%%

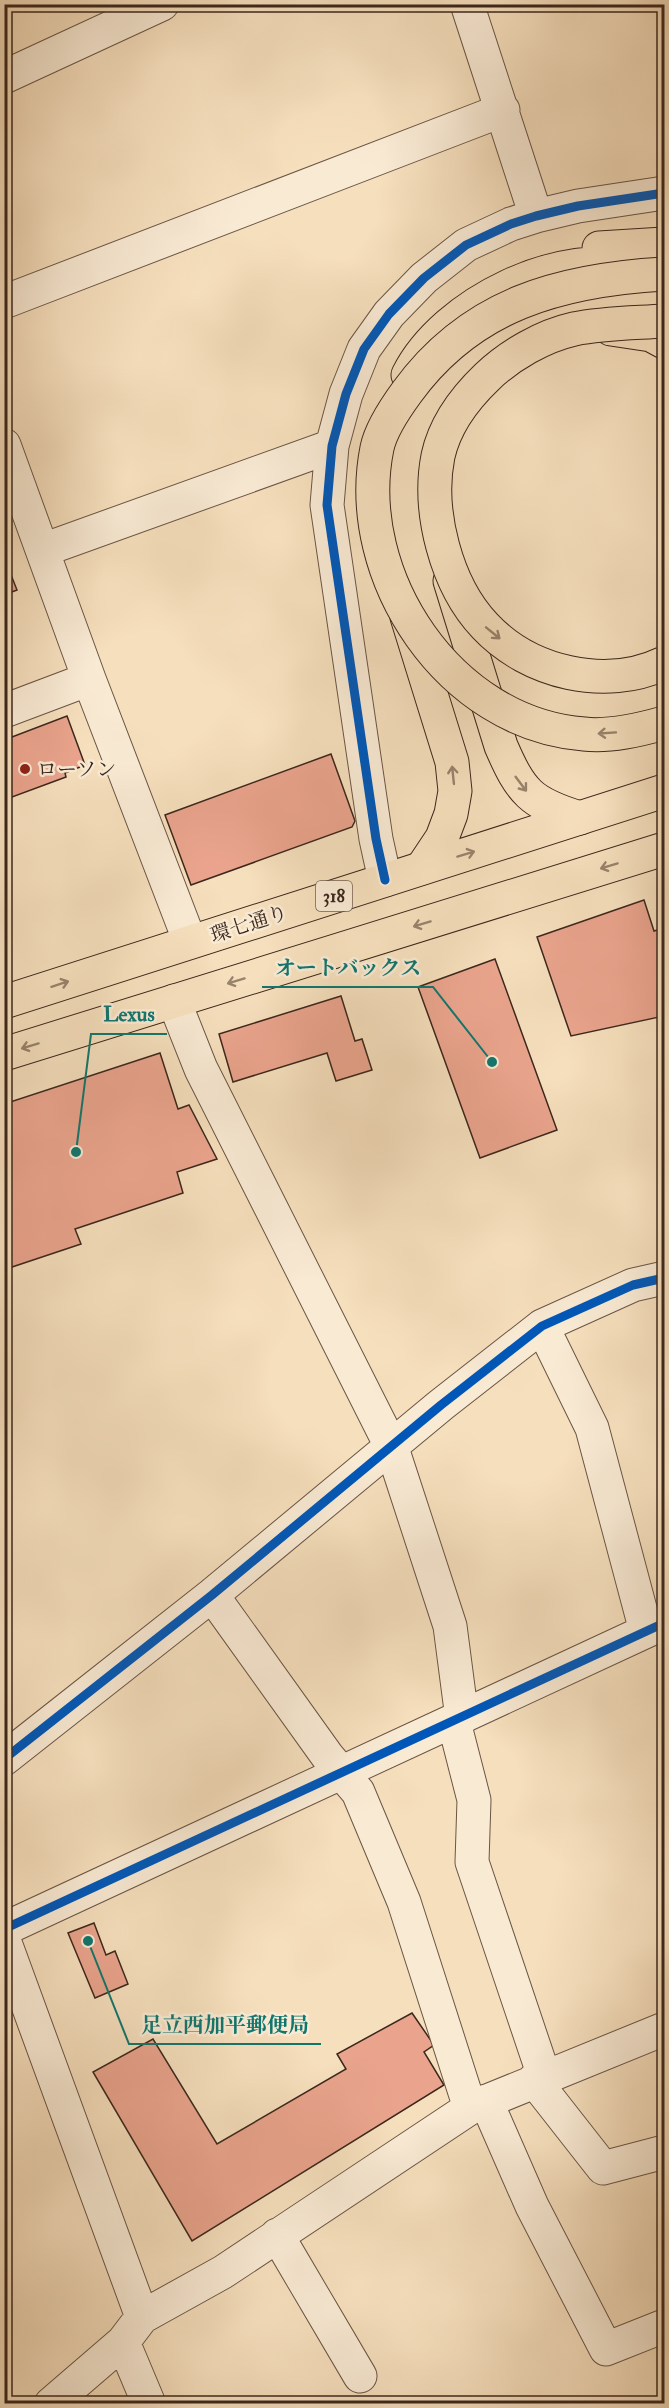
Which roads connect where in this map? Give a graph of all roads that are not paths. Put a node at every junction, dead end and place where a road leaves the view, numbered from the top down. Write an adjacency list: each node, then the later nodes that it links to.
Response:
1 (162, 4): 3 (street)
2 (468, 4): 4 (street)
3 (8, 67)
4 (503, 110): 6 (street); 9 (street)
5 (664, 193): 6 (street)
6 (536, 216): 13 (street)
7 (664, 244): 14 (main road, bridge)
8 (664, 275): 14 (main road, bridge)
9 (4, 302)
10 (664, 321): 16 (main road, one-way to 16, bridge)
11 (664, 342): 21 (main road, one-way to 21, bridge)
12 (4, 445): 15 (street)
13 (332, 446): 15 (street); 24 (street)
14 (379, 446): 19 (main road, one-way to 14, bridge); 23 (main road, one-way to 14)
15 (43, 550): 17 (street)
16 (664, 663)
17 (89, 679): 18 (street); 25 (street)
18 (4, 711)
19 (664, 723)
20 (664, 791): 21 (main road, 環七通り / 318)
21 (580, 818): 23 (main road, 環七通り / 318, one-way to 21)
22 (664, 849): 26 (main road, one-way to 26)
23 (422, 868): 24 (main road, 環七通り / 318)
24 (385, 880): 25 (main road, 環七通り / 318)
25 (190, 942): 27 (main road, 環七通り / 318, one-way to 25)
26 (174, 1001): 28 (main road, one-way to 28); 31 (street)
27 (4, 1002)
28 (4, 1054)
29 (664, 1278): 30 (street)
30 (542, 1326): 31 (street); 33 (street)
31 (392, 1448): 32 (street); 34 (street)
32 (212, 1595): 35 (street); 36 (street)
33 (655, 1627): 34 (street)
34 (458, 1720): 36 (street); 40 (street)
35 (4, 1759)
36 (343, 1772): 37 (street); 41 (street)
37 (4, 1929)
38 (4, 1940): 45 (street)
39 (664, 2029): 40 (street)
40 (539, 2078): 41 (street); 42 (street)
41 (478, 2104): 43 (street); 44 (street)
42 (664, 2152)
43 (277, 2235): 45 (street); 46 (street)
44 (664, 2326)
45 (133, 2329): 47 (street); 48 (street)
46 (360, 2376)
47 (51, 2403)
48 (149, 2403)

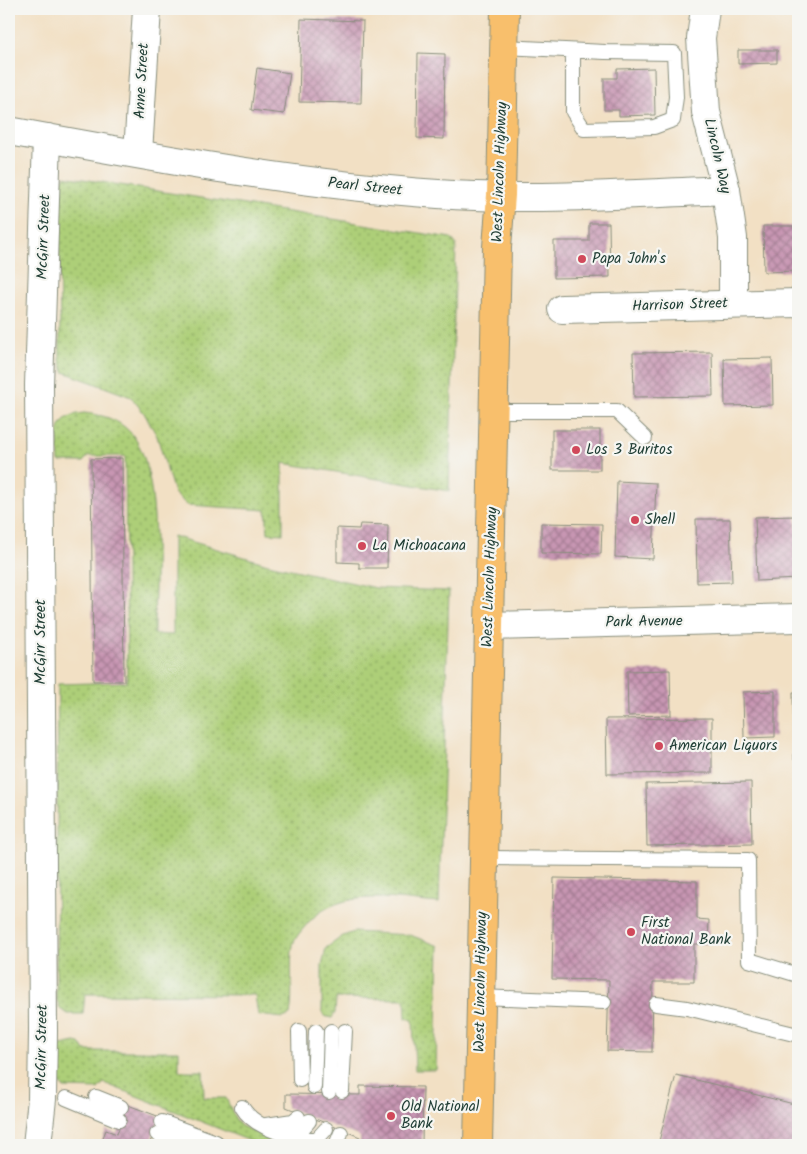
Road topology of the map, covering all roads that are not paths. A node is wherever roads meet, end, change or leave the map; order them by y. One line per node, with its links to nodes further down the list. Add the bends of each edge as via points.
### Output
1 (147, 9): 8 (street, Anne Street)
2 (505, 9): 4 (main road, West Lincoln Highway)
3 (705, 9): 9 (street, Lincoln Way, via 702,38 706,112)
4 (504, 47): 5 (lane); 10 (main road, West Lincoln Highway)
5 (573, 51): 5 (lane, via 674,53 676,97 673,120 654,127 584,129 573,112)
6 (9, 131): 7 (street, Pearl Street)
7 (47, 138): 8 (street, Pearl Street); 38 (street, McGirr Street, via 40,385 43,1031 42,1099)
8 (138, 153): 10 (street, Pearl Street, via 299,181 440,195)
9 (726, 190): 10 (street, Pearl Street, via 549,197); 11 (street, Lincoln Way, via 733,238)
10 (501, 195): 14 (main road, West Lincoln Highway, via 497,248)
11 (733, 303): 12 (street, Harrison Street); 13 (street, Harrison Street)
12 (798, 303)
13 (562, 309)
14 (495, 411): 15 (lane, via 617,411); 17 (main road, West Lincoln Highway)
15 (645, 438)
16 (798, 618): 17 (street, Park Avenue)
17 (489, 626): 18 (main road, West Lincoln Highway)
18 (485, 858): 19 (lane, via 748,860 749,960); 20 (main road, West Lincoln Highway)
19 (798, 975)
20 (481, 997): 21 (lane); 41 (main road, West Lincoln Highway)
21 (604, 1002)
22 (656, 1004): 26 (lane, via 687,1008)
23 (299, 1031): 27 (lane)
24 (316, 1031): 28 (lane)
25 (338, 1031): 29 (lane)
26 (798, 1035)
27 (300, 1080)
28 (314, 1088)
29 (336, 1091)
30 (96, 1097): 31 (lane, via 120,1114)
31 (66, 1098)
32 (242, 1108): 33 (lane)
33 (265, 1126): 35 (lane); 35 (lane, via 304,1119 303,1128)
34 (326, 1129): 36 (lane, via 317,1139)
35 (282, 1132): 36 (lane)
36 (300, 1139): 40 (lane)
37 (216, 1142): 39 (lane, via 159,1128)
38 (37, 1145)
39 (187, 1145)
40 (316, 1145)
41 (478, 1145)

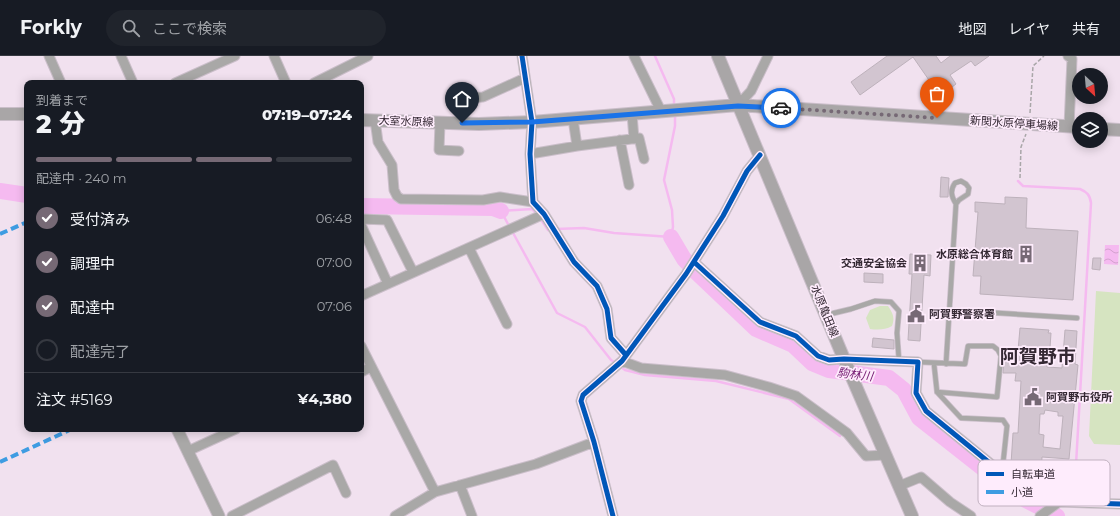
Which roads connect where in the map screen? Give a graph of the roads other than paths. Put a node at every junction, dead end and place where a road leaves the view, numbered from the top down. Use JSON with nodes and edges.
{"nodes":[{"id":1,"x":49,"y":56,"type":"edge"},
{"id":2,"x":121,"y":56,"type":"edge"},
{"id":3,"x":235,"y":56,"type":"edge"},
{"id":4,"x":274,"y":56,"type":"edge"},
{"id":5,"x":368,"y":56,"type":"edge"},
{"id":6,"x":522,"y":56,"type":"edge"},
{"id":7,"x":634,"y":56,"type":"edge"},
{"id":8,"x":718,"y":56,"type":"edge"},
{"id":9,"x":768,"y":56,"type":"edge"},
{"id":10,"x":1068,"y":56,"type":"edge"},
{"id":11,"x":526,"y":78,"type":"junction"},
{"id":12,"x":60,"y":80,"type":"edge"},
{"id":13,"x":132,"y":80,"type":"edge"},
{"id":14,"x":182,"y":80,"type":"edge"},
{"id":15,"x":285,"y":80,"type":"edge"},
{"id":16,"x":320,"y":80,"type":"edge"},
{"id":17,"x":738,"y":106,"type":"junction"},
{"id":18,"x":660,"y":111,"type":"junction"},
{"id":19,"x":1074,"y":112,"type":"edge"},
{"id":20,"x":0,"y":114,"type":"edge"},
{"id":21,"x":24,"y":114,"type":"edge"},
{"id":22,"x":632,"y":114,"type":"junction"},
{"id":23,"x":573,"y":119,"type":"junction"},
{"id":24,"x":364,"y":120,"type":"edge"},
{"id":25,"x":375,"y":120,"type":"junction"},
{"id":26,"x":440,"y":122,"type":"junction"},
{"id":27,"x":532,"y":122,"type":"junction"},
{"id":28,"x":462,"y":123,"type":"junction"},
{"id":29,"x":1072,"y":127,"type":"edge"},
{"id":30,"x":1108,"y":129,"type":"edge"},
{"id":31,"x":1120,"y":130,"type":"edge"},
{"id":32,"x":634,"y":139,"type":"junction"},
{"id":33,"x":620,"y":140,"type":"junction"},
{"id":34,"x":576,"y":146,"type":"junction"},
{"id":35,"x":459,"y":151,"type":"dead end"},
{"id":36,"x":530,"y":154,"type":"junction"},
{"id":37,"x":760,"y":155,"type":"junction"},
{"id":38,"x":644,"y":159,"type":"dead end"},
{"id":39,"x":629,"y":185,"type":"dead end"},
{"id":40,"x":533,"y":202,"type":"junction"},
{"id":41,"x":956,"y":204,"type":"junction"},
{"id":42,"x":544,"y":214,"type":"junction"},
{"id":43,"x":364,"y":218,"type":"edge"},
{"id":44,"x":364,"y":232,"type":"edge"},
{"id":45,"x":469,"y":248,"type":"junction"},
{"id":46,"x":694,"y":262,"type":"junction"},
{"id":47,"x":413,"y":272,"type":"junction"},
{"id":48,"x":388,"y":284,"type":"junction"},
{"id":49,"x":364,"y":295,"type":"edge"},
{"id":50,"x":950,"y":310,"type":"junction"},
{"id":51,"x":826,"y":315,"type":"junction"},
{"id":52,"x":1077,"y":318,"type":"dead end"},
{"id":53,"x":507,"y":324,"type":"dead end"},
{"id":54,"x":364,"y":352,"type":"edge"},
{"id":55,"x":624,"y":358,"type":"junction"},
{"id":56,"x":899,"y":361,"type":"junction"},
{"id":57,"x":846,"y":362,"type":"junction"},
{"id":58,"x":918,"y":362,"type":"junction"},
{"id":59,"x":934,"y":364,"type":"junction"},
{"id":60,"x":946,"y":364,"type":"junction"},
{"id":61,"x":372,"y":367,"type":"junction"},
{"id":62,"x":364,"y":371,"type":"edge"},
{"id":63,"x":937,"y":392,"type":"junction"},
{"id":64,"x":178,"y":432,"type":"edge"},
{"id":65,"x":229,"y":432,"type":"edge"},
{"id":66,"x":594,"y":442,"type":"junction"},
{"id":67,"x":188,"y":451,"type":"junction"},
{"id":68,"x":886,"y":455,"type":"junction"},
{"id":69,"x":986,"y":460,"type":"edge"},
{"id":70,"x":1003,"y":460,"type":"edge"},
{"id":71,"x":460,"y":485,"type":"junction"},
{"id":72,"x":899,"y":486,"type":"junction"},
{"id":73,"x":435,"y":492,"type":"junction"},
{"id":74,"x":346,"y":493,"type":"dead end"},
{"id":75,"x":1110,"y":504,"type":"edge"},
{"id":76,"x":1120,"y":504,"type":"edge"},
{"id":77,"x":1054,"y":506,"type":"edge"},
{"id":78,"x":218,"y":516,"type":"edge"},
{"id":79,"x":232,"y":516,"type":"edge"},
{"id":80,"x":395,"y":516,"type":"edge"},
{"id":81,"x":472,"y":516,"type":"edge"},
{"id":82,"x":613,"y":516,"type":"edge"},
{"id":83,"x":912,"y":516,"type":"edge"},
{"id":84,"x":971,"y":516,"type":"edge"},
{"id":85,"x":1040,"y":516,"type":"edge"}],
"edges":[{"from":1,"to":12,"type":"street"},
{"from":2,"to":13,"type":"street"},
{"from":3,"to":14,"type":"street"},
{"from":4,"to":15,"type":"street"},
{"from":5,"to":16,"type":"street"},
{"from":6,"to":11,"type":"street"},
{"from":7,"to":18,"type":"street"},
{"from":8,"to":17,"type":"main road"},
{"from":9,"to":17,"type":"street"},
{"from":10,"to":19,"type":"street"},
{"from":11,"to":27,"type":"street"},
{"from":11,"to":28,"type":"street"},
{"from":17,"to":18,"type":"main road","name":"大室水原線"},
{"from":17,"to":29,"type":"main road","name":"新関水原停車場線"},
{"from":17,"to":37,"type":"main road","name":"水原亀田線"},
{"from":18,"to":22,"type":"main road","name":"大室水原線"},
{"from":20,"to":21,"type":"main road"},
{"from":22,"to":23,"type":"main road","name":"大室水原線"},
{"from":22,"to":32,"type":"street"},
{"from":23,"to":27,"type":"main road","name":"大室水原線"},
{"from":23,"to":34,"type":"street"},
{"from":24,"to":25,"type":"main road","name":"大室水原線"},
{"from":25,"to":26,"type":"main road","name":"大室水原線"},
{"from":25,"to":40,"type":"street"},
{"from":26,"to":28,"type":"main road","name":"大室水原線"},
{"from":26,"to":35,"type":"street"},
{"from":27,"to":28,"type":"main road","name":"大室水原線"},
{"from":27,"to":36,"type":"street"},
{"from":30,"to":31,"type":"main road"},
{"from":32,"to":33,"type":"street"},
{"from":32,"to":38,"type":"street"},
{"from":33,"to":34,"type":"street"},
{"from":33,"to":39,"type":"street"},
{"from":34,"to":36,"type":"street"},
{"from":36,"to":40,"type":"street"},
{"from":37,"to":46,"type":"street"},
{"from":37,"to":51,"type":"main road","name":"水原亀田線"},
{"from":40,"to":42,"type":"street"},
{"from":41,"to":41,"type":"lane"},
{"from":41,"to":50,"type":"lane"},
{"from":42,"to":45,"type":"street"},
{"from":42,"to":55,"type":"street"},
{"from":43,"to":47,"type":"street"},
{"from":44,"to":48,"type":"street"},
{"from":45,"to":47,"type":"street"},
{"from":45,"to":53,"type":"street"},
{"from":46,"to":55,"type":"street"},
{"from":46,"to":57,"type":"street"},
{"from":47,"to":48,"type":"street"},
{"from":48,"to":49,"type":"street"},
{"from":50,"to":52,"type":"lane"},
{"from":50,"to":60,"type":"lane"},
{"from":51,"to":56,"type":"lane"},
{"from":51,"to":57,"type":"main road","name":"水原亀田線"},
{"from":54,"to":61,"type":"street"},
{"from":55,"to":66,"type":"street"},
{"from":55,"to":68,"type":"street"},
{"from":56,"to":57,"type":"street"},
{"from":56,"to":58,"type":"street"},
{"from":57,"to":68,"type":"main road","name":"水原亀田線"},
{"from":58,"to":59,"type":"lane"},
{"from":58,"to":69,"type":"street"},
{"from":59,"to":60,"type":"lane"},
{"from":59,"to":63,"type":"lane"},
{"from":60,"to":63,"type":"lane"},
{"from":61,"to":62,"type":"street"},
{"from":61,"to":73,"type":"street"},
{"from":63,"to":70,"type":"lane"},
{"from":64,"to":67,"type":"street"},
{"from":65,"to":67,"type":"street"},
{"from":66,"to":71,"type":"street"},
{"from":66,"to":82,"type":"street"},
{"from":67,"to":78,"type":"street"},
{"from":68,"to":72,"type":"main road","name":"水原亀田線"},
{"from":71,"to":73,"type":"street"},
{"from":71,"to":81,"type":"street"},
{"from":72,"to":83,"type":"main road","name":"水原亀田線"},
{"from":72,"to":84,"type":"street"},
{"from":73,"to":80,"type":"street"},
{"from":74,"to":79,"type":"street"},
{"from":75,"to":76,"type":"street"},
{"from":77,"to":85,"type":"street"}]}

%%

## PROBLEM STATEMENT
Where does the string "dead" occur in the material? Copy every line where it does.

## RESPONSE TO THE EXERCISE
Which roads connect where in this map? Give a graph of all roads that are not paths. Put a node at every junction, dead end and place where a road leaves the view, numbered from the top down. Write an adjacency list: each node, then the later nodes that it links to.
Which roads connect where in the map screen? Give a graph of the roads other than paths. Put a node at every junction, dead end and place where a road leaves the view, numbered from the top down. Use JSON with nodes and edges.
{"id":35,"x":459,"y":151,"type":"dead end"},
{"id":38,"x":644,"y":159,"type":"dead end"},
{"id":39,"x":629,"y":185,"type":"dead end"},
{"id":52,"x":1077,"y":318,"type":"dead end"},
{"id":53,"x":507,"y":324,"type":"dead end"},
{"id":74,"x":346,"y":493,"type":"dead end"},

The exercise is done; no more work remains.